3. Gang L, Li W, Pew-Thian Y, et al. Computational neuroanatomy of baby brains: A review. NeuroImage. 2019; 185: 906–925.

4. Zhengwang W, Li W, Weili L, et al. Construction of 4d infant cortical surface atlases with sharp folding patterns via spherical patch-based group-wise sparse representation. Human brain mapping. 2019; 40 (13): 3860–3880.

5. Kaiming H, Xiangyu Z, Shaoqing R, et al. Deep residual learning for image recognition. Proceedings of the IEEE conference on computer vision and pattern recognition. 2016: 770–778.

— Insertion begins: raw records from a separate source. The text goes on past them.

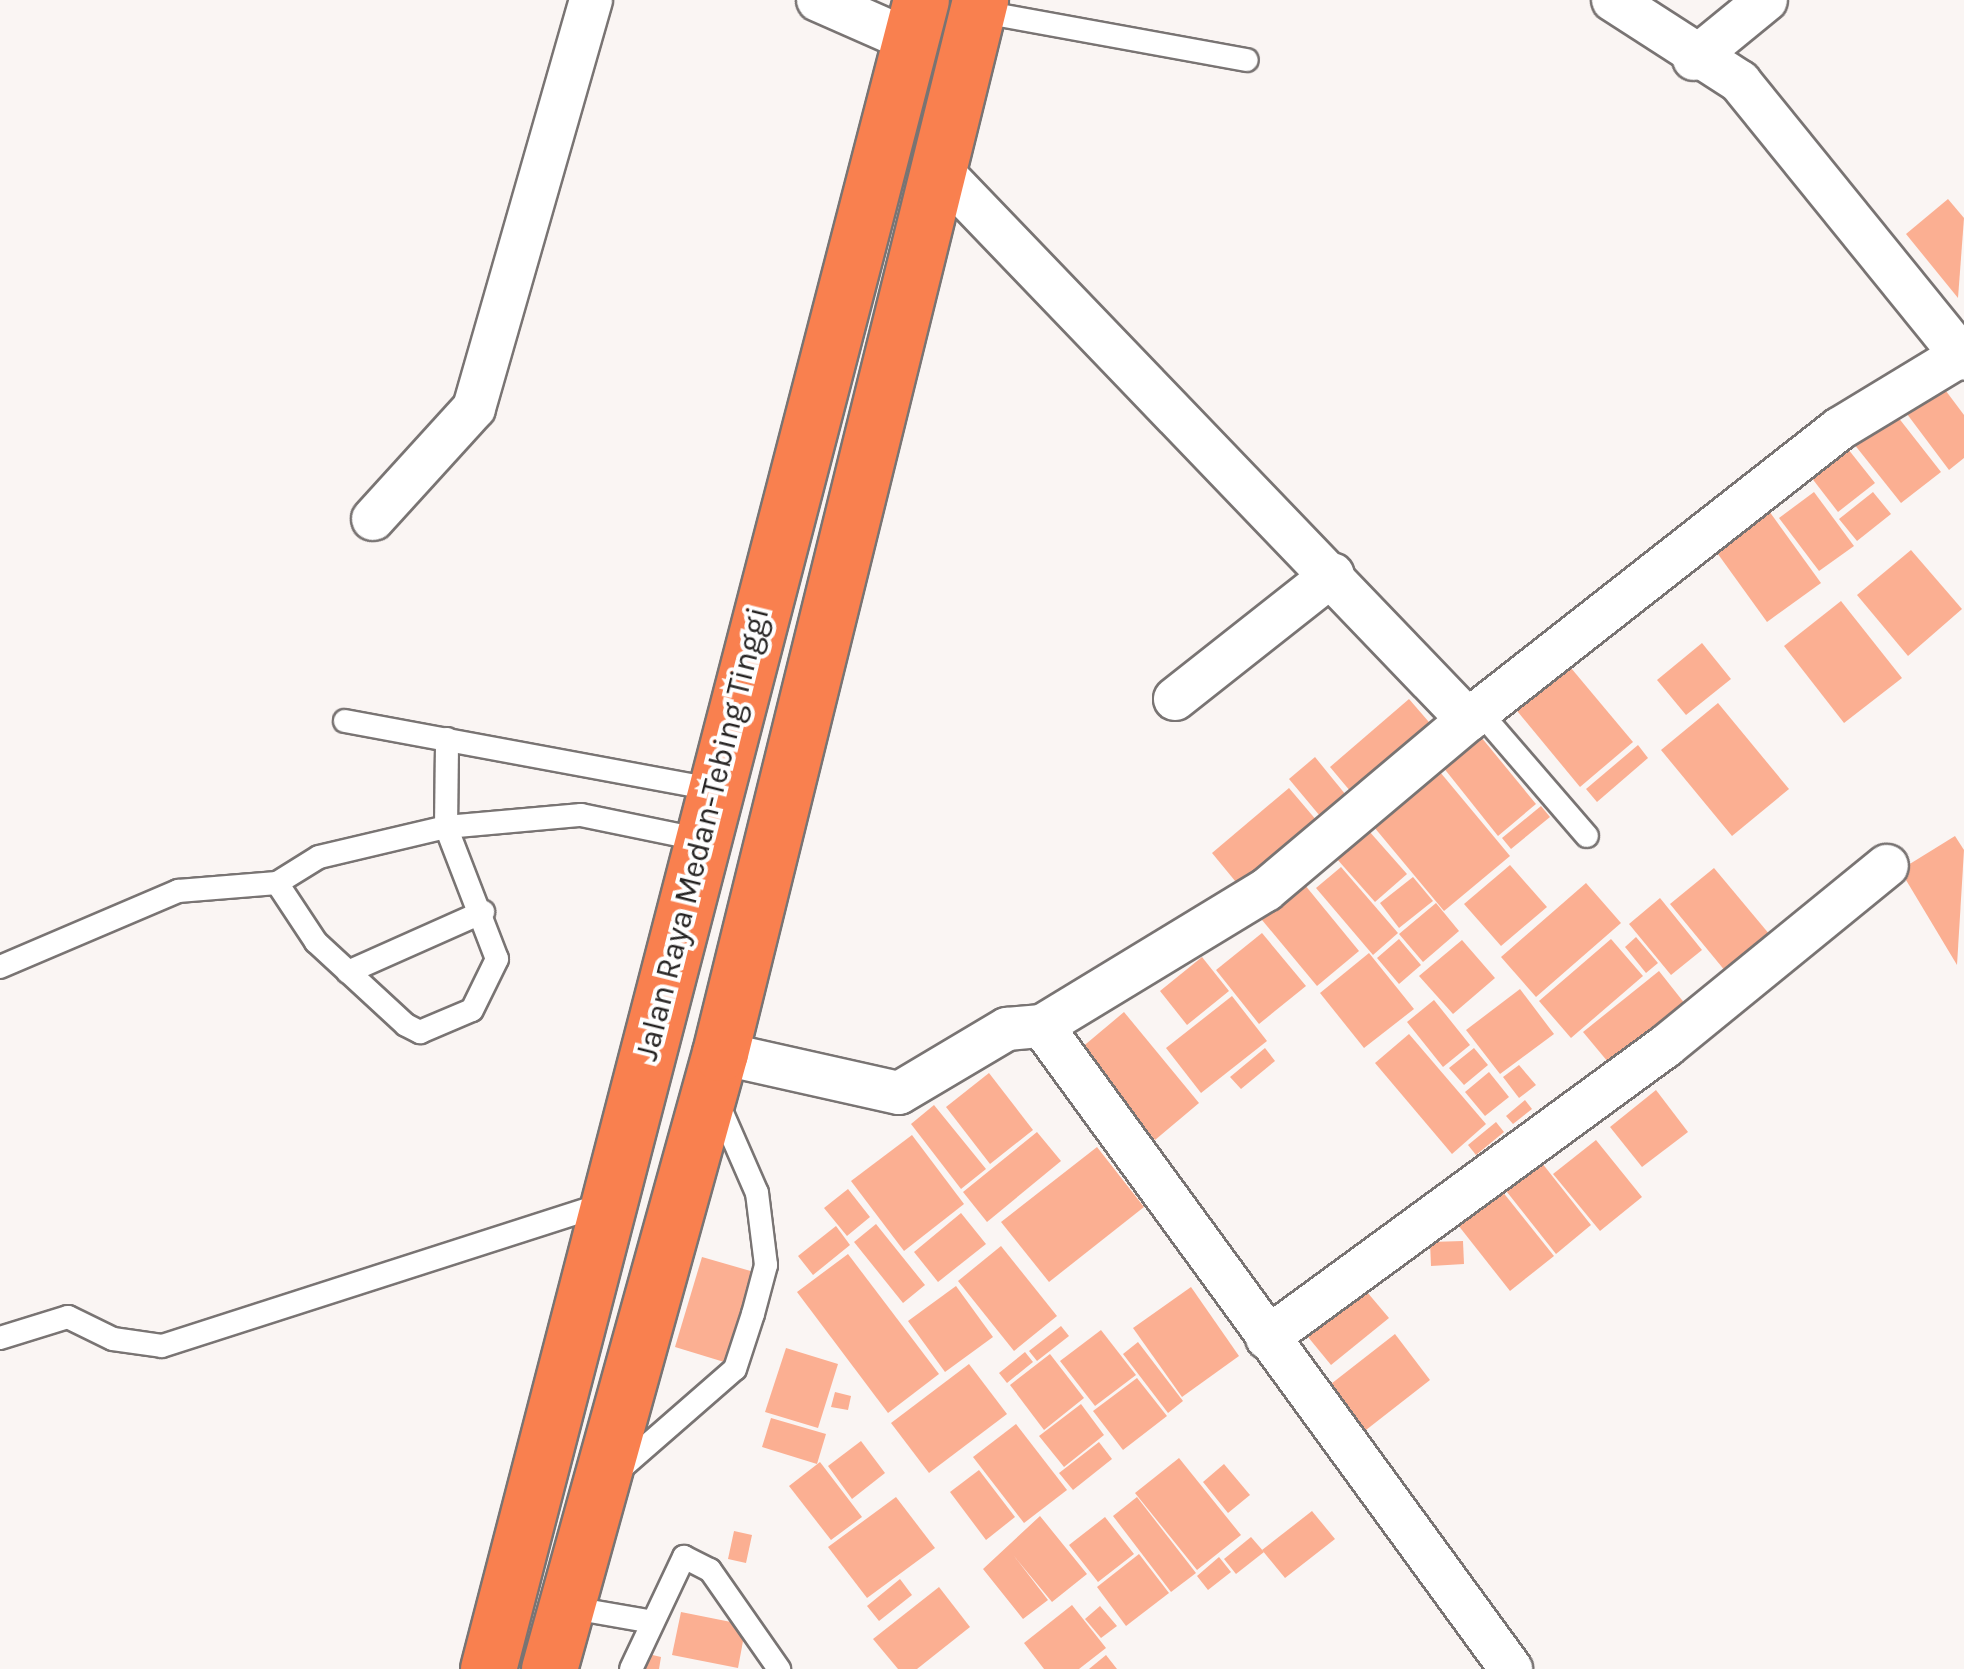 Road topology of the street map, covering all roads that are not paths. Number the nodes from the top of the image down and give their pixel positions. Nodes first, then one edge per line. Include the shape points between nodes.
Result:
1 (591, 0) edge
2 (818, 0) edge
3 (1613, 0) edge
4 (1766, 0) edge
5 (979, 6) edge
6 (916, 20) edge
7 (1694, 59) junction
8 (1247, 60) dead end
9 (937, 167) junction
10 (1962, 357) edge
11 (373, 519) dead end
12 (1333, 574) junction
13 (1175, 698) dead end
14 (1474, 716) junction
15 (345, 721) dead end
16 (447, 739) junction
17 (705, 814) junction
18 (446, 826) junction
19 (772, 827) junction
20 (1586, 836) dead end
21 (1887, 866) dead end
22 (277, 883) junction
23 (483, 912) junction
24 (0, 966) edge
25 (348, 972) junction
26 (1042, 1026) junction
27 (715, 1070) junction
28 (612, 1202) junction
29 (0, 1338) edge
30 (1267, 1338) junction
31 (598, 1487) junction
32 (566, 1607) junction
33 (647, 1621) junction
34 (488, 1669) edge
35 (548, 1669) edge
36 (631, 1669) edge
37 (778, 1669) edge
38 (1511, 1669) edge

1 - 11 street via 474,408
2 - 6 street
3 - 7 street
4 - 7 street
5 - 8 lane
5 - 9 highway, Jalan Raya Medan-Tebing Tinggi
6 - 17 highway, Jalan Raya Medan-Tebing Tinggi
7 - 10 street via 1740,82 1763,107
9 - 12 street
9 - 19 highway, Jalan Raya Medan-Tebing Tinggi
10 - 14 street via 1839,429
12 - 13 street
12 - 14 street
14 - 20 lane
14 - 26 street via 1266,890
15 - 16 lane
16 - 17 lane
16 - 18 lane
17 - 18 lane via 582,814
17 - 19 highway
17 - 28 highway, Jalan Raya Medan-Tebing Tinggi
18 - 22 lane via 320,856
18 - 23 lane
19 - 27 highway, Jalan Raya Medan-Tebing Tinggi
21 - 30 street via 1666,1046
22 - 24 lane via 178,890
22 - 25 lane
23 - 25 lane
23 - 25 lane via 498,960 472,1010 420,1032
26 - 27 street via 1007,1029 899,1094
26 - 30 street
27 - 31 highway, Jalan Raya Medan-Tebing Tinggi
27 - 31 lane via 757,1192 766,1265 754,1314 736,1369
28 - 29 lane via 162,1346 113,1340 68,1317
28 - 34 highway, Jalan Raya Medan-Tebing Tinggi
30 - 38 street
31 - 32 highway, Jalan Raya Medan-Tebing Tinggi
32 - 33 lane
32 - 35 highway, Jalan Raya Medan-Tebing Tinggi
33 - 36 lane
33 - 37 lane via 674,1564 694,1558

6. Tsung-Yi L, Priya G, Ross G, et al. Focal loss for dense object detection. Proceedings of the IEEE international conference on computer vision. 2017: 2980–2988.

7. Fenqiang Z, Shunren X, Zhengwang W, et al. Spherical U-Net on cortical surfaces: methods and applications. International Conference on Information Processing in Medical Imaging. 2019: 855-866.

8. Ramprasaath R S, Michael C, Abhisheck D, et al. Grad-cam: Visual explanations from deep networks via gradient-based localization. Proceedings of the IEEE international conference on computer vision. 2017: 618–626.

Figures

Fig. 1. Illustrations of (a) the spherical transformer layer and (b) the single-head self-attention operation on the spherical surface.

Fig. 2. The proposed spherical ResNet-18 5 based network structure. Four groups of Transformer (TF) blocks are depicted corresponding to feature maps with four resolutions.

Fig. 3. The illustration of learned features by (a) the spherical transformer and (b) SphericalConv 7. Both inner surfaces and spherical surfaces are depicted.